= The Changeling (Ōe novel) =

2000 novel by Kenzaburo Ōe

The Changeling (取り替え子 (チェンジリング)) is a 2000 novel by Kenzaburō Ōe. It is the first book of a trilogy. A translation into English by Deborah Boliver Boehm (ISBN 9780802119360), was published in 2010 by Grove Press in the United States and by Atlantic Books in the United Kingdom. Boehm uses American English heavily in her translation.

==Plot==
In the novel, a filmmaker named Goro Hanawa commits suicide, although he had appeared to be happy. His best friend, a novelist named Kogito Choko who is also his brother-in-law, discovers the suicide via one of 40 audiotapes that Goro recorded and sent to him. Chikashi Choko, Goro's sister and Kogito's wife, also learns that Goro has died. Kogito listens to the tapes and, in the words of Scott Espositom reviewing the novel in the Los Angeles Times, "What he finds is a rambling series of discourses on everything from the friendship they've shared since they were teens in the 1950s to Goro's ideas about art and life, their shared admiration for Rimbaud and a few secrets from the past."

==Characters==
- Kogito Choko (長江 古義人, Chōkō Kogito): the main character
  - The name "Kogito" is a reference to the phrase Cogito ergo sum coined by Descartes.
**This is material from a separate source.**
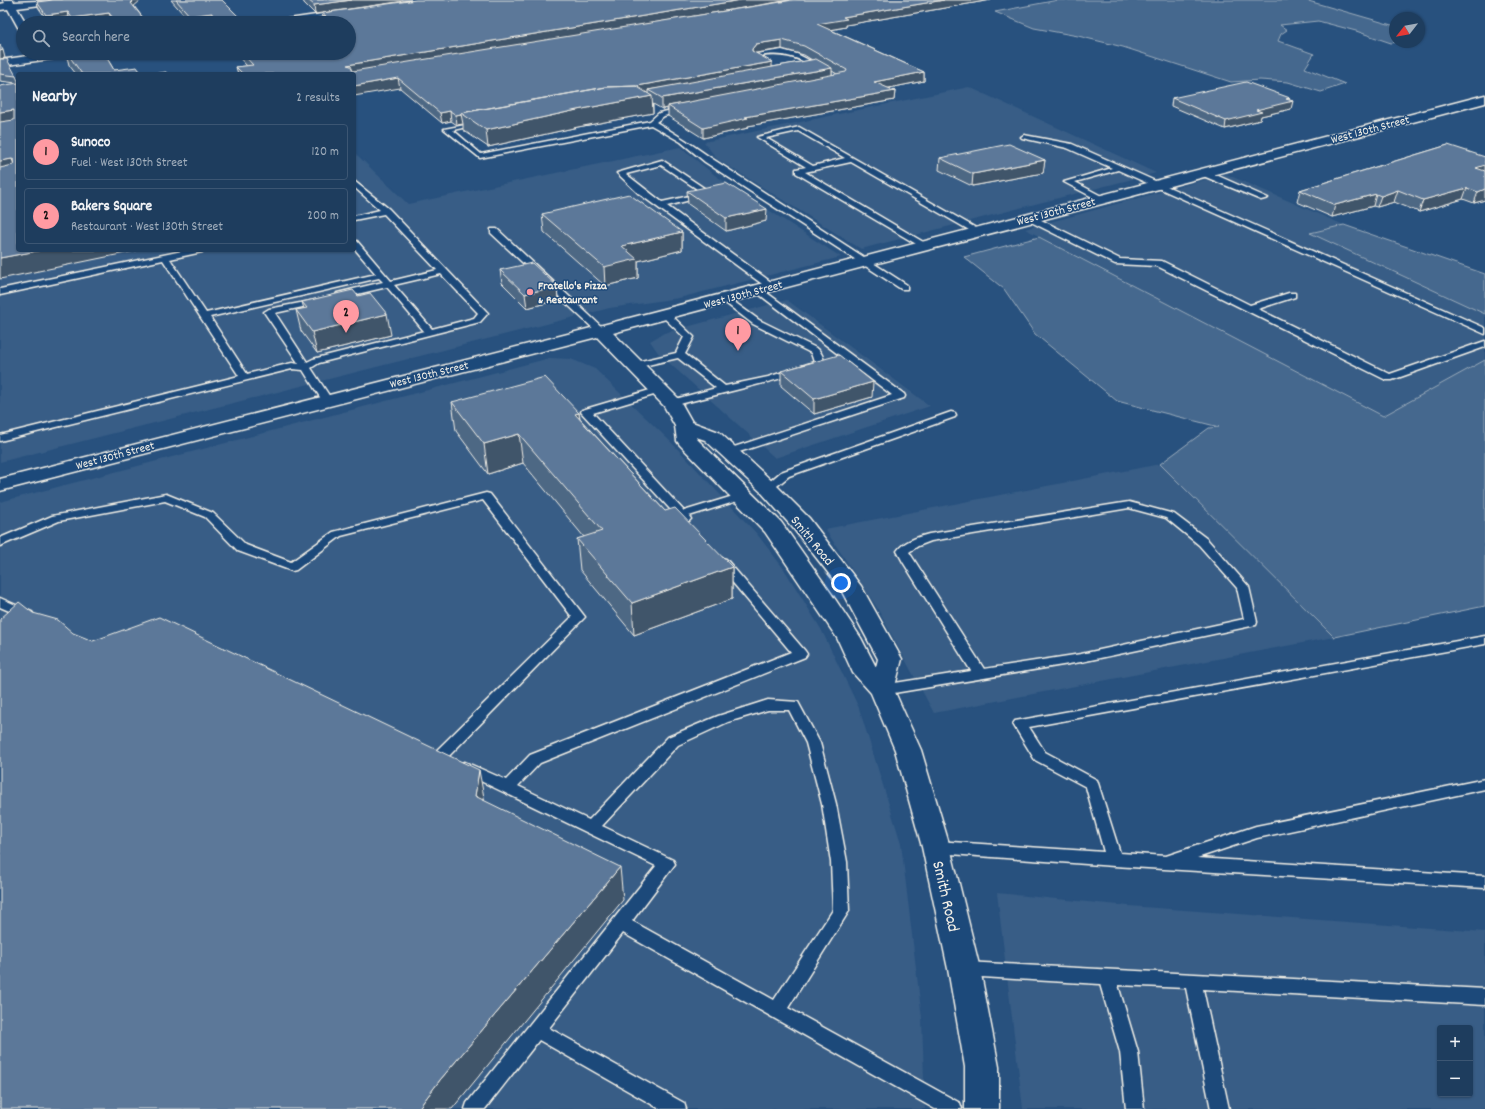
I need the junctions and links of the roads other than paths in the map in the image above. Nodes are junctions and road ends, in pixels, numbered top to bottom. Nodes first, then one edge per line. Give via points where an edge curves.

Kogito is based on Kenzaburō Ōe himself and his son is based on Ōe's son Hikari Ōe.
- Goro Hanawa (塙 吾良, Hanawa Gorō): a film director who is Kogito's brother-in-law and best friend
  - Goro is based on Juzo Itami, who was Ōe's brother in law.
- Chikashi Choko (長江 千樫, Chōkō Chikashi): Goro's sister and Kogito's wife
- Daio: the one-armed leader of a band of young right-wingers led by Kogito's father until 1945
- Peter: a homosexual U.S. Army officer serving in Japan in 1952
- Mitsu Azuma-Böme: an older Japanese woman who seeks Kogito out in Berlin
- Akari Choko (長江 アカリ, Chōkō Akari): Kogito's son, a disabled composer
  - Akari is based on Ōe's son Hikari Ōe.
- Ura Shima: Goro's teenage lover in Berlin one year before his suicide

==Reception==
Scott Esposito wrote in the Los Angeles Times that the book "offers evidence that the Japanese master has regained his footing". Christopher Tayler wrote in The Guardian that, because a Western reader may not have context that a Japanese reader would have, it would be more difficult for him or her to get fulfillment from the novel.